▶ [TASK DIRECTIONS]:
Your reply should be made up of every line in the records below that holds the string "name".

▶ [EXCERPTED DATA]:
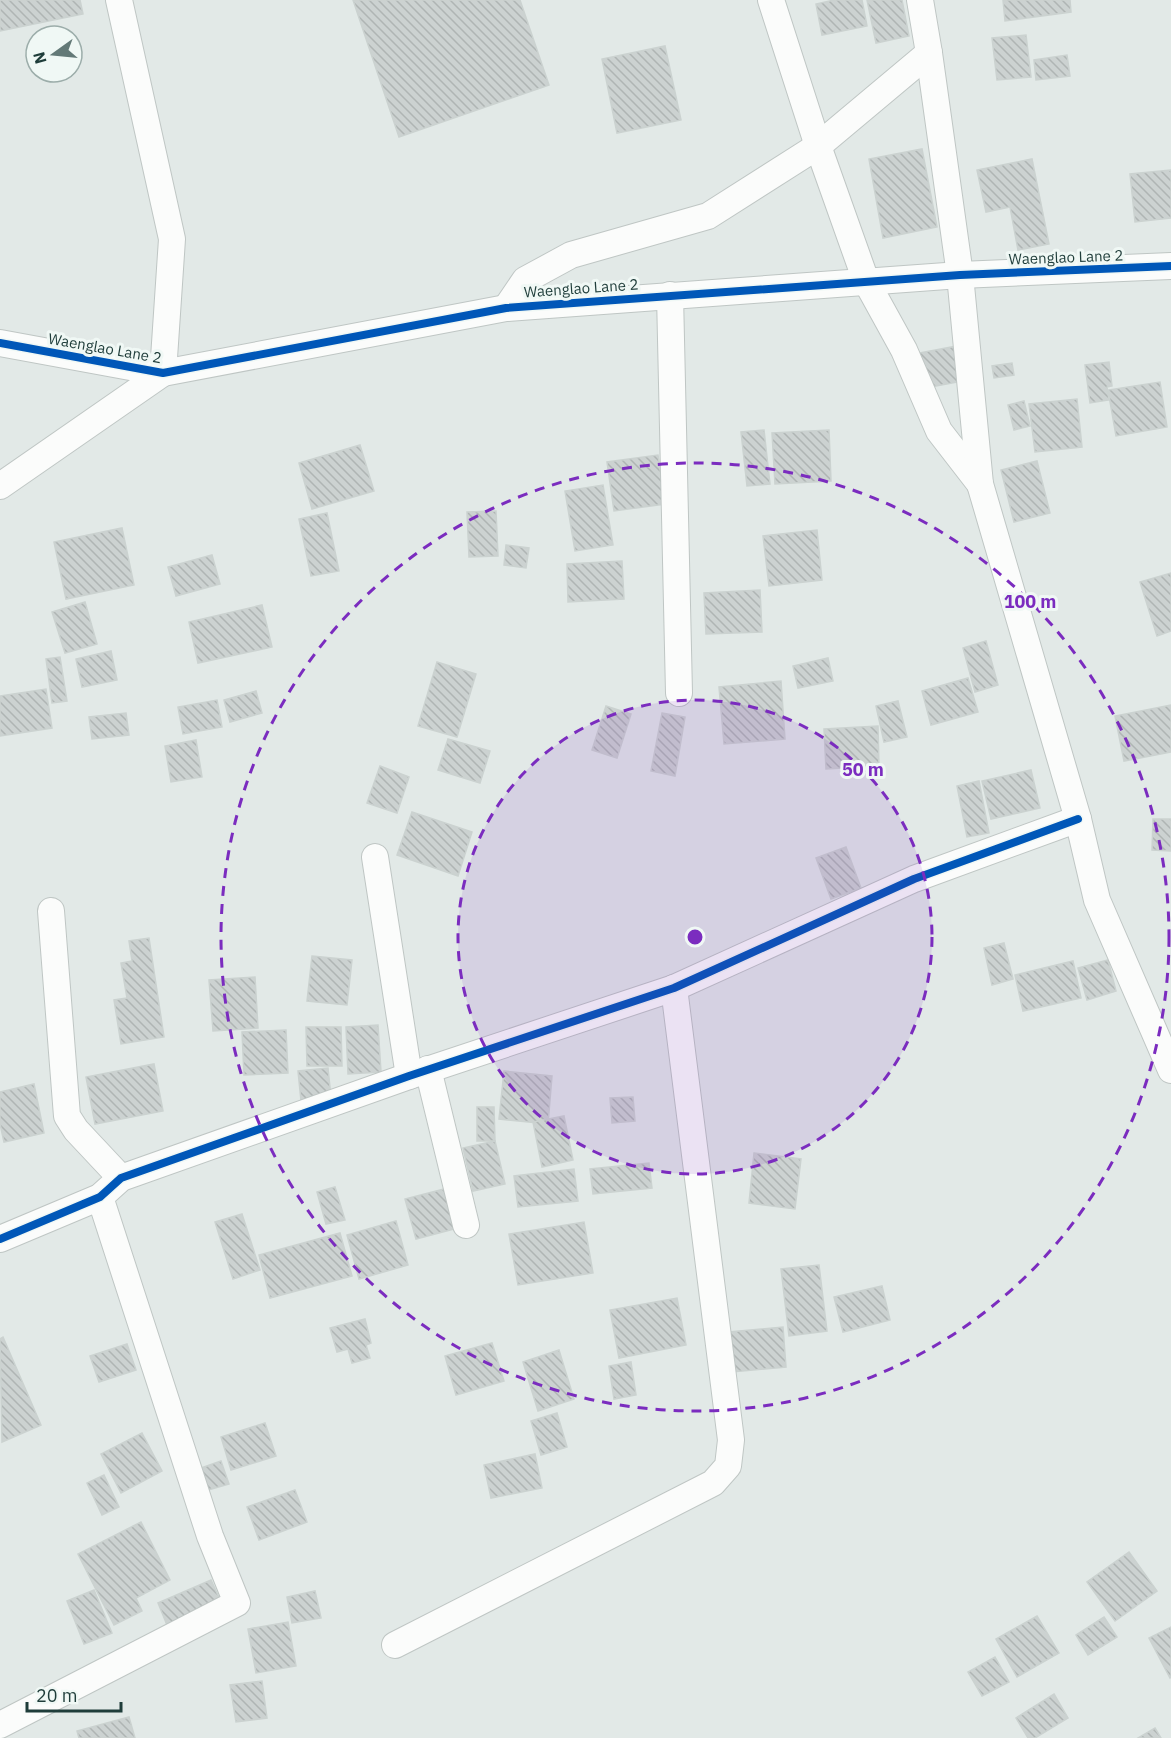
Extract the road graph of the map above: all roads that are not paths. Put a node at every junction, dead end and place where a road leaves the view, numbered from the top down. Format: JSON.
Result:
{"nodes":[{"id":1,"x":118,"y":0,"type":"edge"},
{"id":2,"x":771,"y":0,"type":"edge"},
{"id":3,"x":920,"y":0,"type":"edge"},
{"id":4,"x":929,"y":53,"type":"junction"},
{"id":5,"x":818,"y":146,"type":"junction"},
{"id":6,"x":1171,"y":266,"type":"edge"},
{"id":7,"x":960,"y":275,"type":"junction"},
{"id":8,"x":866,"y":281,"type":"junction"},
{"id":9,"x":670,"y":295,"type":"junction"},
{"id":10,"x":506,"y":308,"type":"junction"},
{"id":11,"x":0,"y":343,"type":"edge"},
{"id":12,"x":163,"y":373,"type":"junction"},
{"id":13,"x":980,"y":484,"type":"junction"},
{"id":14,"x":0,"y":486,"type":"edge"},
{"id":15,"x":678,"y":693,"type":"dead end"},
{"id":16,"x":1078,"y":819,"type":"junction"},
{"id":17,"x":375,"y":857,"type":"dead end"},
{"id":18,"x":51,"y":911,"type":"dead end"},
{"id":19,"x":674,"y":988,"type":"junction"},
{"id":20,"x":1171,"y":1070,"type":"edge"},
{"id":21,"x":418,"y":1072,"type":"junction"},
{"id":22,"x":120,"y":1178,"type":"junction"},
{"id":23,"x":100,"y":1197,"type":"junction"},
{"id":24,"x":466,"y":1225,"type":"dead end"},
{"id":25,"x":0,"y":1239,"type":"edge"},
{"id":26,"x":395,"y":1645,"type":"dead end"},
{"id":27,"x":0,"y":1725,"type":"edge"}],
"edges":[{"from":1,"to":12,"type":"street"},
{"from":2,"to":5,"type":"street"},
{"from":3,"to":4,"type":"street"},
{"from":4,"to":5,"type":"street"},
{"from":4,"to":7,"type":"street"},
{"from":5,"to":8,"type":"street"},
{"from":5,"to":10,"type":"street"},
{"from":6,"to":7,"type":"street","name":"Waenglao Lane 2"},
{"from":7,"to":8,"type":"street","name":"Waenglao Lane 2"},
{"from":7,"to":13,"type":"street"},
{"from":8,"to":9,"type":"street","name":"Waenglao Lane 2"},
{"from":8,"to":13,"type":"street"},
{"from":9,"to":10,"type":"street","name":"Waenglao Lane 2"},
{"from":9,"to":15,"type":"street"},
{"from":10,"to":12,"type":"street","name":"Waenglao Lane 2"},
{"from":11,"to":12,"type":"street","name":"Waenglao Lane 2"},
{"from":12,"to":14,"type":"street"},
{"from":13,"to":16,"type":"street"},
{"from":16,"to":19,"type":"street"},
{"from":16,"to":20,"type":"street"},
{"from":17,"to":21,"type":"street"},
{"from":18,"to":22,"type":"street"},
{"from":19,"to":21,"type":"street"},
{"from":19,"to":26,"type":"street"},
{"from":21,"to":22,"type":"street"},
{"from":21,"to":24,"type":"street"},
{"from":22,"to":23,"type":"street"},
{"from":23,"to":25,"type":"street"},
{"from":23,"to":27,"type":"street"}]}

▶ [RESPONSE BOX]:
{"from":6,"to":7,"type":"street","name":"Waenglao Lane 2"},
{"from":7,"to":8,"type":"street","name":"Waenglao Lane 2"},
{"from":8,"to":9,"type":"street","name":"Waenglao Lane 2"},
{"from":9,"to":10,"type":"street","name":"Waenglao Lane 2"},
{"from":10,"to":12,"type":"street","name":"Waenglao Lane 2"},
{"from":11,"to":12,"type":"street","name":"Waenglao Lane 2"},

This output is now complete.